[TASK GOAL] Across the entries below, determine how many lines include the word "numbered". State only the resulting number.

BEGIN RECORD EXTRACTS

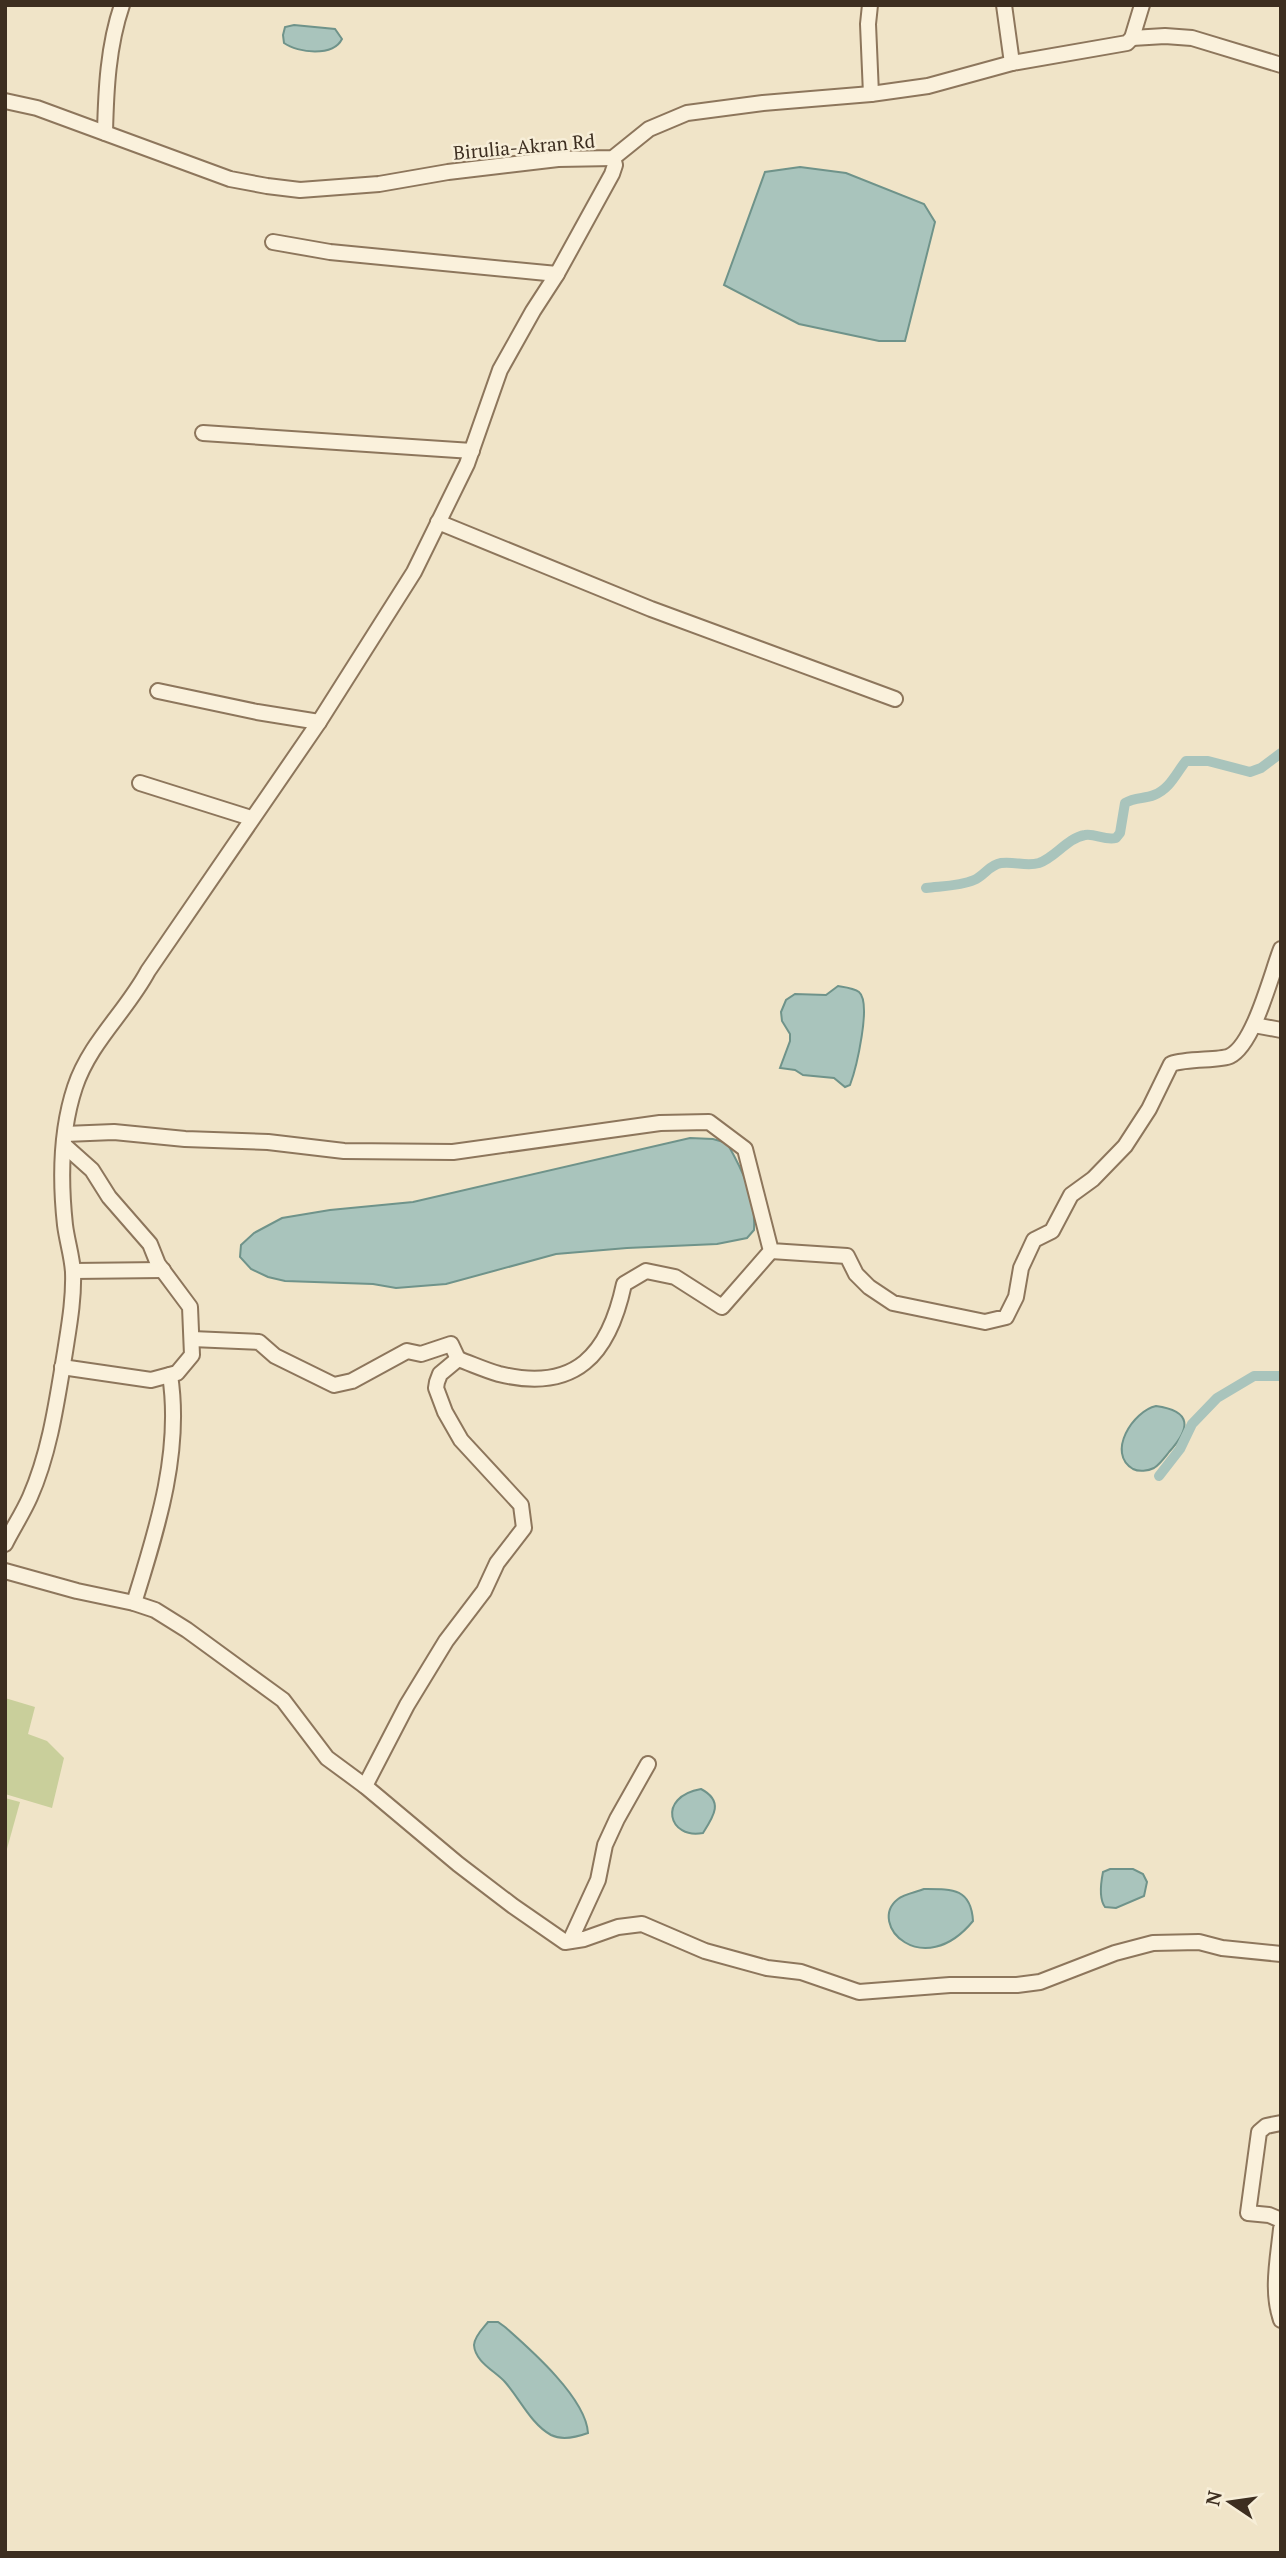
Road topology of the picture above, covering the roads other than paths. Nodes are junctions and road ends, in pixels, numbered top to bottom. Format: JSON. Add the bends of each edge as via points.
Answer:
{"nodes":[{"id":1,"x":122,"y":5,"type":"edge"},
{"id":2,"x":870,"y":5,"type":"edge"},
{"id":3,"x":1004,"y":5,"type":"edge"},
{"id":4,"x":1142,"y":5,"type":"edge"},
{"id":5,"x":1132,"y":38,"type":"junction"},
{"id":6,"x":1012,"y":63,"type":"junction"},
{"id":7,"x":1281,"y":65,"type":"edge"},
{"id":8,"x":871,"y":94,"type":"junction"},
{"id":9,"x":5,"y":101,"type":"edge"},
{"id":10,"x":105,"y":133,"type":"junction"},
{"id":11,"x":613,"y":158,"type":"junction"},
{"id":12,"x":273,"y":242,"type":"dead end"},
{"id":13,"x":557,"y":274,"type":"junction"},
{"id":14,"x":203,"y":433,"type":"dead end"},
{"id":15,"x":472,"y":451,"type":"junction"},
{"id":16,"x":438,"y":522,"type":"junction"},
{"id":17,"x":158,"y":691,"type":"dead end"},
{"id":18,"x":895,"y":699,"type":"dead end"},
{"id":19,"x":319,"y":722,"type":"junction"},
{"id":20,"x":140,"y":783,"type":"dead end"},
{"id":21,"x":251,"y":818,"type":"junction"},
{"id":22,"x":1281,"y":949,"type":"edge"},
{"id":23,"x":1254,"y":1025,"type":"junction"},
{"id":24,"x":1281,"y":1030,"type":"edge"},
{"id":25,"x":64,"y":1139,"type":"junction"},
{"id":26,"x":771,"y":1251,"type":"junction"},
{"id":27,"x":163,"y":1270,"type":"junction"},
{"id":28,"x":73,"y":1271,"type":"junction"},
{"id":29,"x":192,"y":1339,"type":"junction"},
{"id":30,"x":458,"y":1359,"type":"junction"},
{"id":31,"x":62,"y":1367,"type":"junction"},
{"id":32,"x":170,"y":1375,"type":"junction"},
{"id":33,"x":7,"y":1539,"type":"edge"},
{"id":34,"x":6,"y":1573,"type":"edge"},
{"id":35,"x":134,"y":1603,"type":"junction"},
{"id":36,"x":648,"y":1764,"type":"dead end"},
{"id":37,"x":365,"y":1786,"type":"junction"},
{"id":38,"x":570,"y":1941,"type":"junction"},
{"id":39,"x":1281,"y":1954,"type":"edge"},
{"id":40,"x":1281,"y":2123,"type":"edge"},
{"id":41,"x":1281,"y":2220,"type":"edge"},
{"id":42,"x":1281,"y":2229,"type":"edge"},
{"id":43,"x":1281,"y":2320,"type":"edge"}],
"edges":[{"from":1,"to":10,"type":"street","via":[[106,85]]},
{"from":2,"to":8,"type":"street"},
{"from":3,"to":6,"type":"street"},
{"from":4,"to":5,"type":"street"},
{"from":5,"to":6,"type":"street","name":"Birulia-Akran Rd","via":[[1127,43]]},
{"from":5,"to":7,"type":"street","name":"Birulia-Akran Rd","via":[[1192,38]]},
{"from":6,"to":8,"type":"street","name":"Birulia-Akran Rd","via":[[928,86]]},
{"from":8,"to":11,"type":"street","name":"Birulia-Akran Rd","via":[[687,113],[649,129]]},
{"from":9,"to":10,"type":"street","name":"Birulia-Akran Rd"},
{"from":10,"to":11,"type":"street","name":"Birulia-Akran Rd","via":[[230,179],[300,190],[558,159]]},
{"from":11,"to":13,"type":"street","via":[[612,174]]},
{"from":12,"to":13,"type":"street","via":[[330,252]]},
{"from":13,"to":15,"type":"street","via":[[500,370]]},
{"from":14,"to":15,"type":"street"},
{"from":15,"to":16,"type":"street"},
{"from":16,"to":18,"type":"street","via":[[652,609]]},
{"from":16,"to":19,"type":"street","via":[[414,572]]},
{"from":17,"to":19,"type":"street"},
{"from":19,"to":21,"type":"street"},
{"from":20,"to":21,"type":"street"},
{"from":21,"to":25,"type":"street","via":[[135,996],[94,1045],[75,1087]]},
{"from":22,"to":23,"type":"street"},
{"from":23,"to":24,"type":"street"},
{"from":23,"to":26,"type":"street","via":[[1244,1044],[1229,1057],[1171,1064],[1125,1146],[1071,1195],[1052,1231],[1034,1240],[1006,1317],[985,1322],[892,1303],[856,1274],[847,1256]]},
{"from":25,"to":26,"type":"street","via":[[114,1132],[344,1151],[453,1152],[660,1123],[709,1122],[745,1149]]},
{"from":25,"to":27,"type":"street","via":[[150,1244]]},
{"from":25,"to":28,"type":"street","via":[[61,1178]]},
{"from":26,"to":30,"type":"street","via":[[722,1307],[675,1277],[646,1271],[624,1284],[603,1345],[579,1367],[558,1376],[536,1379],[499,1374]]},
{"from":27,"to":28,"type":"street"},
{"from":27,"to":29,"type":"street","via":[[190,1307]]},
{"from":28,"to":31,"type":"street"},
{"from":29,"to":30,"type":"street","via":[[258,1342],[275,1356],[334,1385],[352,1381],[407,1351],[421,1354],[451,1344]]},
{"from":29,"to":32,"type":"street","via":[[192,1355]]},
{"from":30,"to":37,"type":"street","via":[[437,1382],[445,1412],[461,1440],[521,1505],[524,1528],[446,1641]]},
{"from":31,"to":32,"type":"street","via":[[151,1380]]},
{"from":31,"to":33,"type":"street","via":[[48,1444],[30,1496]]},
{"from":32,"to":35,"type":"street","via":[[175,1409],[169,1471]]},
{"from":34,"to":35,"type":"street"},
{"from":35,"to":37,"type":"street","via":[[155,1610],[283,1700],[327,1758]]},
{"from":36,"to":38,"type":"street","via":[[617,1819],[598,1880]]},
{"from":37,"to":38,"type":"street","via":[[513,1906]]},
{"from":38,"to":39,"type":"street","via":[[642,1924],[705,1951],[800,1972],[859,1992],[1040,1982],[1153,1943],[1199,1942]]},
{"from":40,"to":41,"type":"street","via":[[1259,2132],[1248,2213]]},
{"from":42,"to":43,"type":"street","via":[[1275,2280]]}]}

END RECORD EXTRACTS
BEGIN RECORD EXTRACTS

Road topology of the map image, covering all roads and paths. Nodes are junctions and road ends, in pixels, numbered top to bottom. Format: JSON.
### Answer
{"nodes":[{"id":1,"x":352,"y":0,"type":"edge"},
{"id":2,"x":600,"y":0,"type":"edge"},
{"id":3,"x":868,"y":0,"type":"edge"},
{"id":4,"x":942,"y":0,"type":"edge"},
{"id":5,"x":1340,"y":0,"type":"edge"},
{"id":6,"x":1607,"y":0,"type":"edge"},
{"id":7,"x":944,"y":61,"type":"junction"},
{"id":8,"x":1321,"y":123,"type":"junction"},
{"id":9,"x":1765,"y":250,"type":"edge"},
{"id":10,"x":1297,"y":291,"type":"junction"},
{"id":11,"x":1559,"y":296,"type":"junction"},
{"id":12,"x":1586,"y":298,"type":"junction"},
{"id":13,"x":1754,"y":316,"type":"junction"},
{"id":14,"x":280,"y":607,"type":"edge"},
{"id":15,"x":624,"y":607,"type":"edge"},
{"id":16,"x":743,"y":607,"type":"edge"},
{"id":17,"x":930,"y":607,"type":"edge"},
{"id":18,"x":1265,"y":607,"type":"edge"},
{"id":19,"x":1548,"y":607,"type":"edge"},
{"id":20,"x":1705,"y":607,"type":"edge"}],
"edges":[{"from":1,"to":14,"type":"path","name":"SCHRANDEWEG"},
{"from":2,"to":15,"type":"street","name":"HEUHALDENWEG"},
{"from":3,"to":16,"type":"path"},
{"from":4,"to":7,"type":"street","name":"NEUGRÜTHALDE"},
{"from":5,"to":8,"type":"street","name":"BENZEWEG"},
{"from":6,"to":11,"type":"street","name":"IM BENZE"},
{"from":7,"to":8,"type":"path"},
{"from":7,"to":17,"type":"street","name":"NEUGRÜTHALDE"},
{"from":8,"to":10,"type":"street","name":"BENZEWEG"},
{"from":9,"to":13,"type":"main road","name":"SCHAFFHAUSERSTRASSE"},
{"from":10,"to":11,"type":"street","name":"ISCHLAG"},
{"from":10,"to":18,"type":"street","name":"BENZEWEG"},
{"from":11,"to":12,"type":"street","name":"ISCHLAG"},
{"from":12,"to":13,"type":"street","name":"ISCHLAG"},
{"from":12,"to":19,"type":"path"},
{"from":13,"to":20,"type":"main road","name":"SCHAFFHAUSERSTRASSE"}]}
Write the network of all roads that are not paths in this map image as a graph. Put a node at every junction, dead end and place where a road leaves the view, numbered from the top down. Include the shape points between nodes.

END RECORD EXTRACTS
BEGIN RECORD EXTRACTS

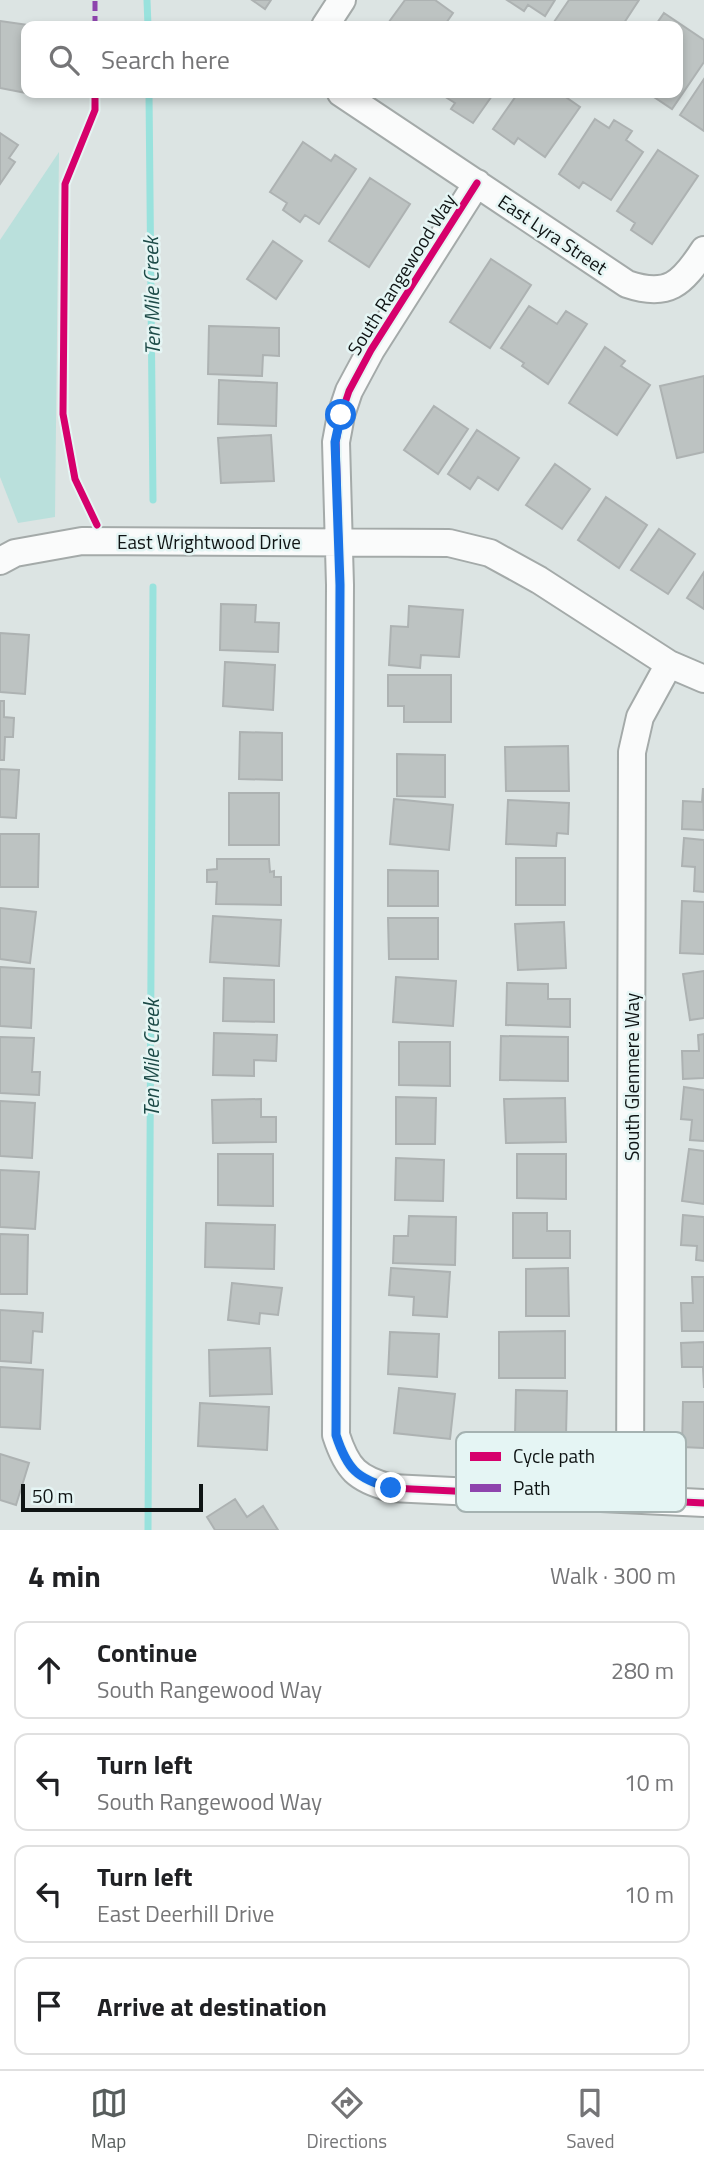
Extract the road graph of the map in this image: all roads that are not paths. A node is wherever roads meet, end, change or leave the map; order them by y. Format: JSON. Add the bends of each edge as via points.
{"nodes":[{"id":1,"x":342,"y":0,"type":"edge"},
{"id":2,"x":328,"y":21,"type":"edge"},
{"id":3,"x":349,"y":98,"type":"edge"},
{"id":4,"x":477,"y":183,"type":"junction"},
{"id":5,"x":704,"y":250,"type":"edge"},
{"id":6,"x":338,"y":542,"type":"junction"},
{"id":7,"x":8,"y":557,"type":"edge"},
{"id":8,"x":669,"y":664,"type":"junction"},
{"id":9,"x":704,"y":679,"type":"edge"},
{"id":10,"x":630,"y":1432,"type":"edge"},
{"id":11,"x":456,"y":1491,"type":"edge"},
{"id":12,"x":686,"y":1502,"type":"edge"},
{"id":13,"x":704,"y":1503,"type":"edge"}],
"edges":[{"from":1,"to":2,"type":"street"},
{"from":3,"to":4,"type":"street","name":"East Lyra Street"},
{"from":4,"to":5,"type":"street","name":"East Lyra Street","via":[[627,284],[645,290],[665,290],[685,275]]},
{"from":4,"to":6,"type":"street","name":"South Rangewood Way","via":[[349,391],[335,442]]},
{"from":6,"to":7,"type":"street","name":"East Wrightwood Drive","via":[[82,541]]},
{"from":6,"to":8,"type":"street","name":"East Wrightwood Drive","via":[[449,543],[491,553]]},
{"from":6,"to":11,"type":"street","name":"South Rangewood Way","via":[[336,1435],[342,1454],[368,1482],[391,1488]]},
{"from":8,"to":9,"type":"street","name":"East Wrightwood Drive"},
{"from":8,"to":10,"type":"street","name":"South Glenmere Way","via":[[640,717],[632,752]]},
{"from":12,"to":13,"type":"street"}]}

END RECORD EXTRACTS

[EXERCISE RESULT] 3